Source information Block Start
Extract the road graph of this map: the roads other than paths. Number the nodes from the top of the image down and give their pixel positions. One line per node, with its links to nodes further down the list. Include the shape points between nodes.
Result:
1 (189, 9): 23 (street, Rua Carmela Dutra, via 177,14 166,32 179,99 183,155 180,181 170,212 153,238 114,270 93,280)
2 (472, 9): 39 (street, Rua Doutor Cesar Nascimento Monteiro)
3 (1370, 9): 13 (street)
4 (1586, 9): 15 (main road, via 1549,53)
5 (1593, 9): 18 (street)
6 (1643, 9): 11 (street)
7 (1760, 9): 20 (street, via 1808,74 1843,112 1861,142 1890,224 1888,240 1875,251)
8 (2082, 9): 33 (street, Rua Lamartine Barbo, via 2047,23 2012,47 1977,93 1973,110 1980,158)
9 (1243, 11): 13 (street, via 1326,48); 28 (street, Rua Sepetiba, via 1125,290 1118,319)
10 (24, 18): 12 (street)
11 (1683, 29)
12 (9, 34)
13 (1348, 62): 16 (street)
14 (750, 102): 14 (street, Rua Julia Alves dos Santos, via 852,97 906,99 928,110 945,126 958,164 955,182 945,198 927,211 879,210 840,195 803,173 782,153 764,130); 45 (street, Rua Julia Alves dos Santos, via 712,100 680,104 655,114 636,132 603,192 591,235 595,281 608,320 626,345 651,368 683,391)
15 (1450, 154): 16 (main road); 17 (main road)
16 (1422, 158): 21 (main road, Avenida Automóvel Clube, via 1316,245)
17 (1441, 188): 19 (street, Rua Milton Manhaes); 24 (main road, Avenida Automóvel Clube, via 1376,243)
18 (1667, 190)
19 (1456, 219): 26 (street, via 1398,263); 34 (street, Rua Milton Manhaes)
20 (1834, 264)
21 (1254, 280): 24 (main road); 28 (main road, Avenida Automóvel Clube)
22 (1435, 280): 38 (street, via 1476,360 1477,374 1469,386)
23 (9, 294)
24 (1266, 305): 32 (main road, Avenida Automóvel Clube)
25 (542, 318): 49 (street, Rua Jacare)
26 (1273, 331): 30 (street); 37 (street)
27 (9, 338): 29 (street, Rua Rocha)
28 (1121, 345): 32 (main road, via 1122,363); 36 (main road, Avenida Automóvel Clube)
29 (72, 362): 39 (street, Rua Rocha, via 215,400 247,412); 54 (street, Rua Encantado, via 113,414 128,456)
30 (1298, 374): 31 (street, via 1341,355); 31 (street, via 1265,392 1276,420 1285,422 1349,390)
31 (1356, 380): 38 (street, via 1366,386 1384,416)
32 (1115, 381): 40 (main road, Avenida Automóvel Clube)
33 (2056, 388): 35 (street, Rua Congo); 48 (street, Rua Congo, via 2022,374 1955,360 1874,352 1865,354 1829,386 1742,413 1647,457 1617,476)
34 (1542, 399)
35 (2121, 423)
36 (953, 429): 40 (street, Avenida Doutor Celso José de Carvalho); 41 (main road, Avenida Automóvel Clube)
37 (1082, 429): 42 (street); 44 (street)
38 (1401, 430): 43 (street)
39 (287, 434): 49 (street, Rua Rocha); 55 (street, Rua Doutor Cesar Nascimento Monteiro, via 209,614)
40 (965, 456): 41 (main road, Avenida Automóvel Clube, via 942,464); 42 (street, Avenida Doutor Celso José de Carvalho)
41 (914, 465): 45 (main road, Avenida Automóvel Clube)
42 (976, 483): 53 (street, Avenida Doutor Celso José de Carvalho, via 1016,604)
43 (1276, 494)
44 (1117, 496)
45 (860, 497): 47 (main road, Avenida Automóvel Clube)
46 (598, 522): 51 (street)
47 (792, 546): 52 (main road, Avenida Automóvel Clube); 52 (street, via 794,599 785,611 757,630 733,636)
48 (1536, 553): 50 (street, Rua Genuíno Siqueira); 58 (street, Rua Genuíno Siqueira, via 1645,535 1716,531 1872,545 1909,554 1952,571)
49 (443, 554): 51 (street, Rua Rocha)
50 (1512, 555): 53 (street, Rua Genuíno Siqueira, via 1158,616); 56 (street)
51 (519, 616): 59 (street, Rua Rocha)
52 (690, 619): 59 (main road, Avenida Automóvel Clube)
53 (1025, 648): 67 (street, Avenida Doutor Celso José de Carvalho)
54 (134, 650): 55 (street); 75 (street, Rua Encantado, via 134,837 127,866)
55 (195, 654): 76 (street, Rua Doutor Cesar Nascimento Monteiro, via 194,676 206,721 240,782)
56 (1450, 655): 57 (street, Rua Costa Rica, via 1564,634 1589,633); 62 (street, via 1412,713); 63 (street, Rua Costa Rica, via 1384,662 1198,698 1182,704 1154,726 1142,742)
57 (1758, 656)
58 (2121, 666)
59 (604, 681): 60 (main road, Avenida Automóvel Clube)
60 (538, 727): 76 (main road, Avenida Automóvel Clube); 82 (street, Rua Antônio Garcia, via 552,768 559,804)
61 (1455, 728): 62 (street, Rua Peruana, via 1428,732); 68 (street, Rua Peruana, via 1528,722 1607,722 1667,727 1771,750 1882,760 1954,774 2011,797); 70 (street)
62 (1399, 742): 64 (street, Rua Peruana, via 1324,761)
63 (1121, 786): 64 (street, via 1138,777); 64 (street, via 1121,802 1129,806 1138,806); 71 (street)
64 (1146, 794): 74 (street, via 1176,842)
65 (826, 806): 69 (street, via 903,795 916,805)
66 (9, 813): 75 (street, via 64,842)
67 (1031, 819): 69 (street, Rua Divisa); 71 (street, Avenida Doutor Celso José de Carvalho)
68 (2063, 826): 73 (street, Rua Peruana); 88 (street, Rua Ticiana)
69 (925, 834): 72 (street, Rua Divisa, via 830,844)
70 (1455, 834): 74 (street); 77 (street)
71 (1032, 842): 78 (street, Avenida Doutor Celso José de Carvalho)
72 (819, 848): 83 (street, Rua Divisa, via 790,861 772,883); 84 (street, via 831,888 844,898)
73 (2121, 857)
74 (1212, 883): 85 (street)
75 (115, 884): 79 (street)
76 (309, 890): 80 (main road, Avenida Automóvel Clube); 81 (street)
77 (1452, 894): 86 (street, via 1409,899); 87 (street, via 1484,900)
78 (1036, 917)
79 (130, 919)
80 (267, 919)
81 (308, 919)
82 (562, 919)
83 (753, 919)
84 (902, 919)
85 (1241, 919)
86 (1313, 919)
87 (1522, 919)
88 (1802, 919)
Source information Block End
» **Description of the task**: Go through the material above and state how many lines hold the word "Rocha". Give only the number.

» **Output for this task**: 5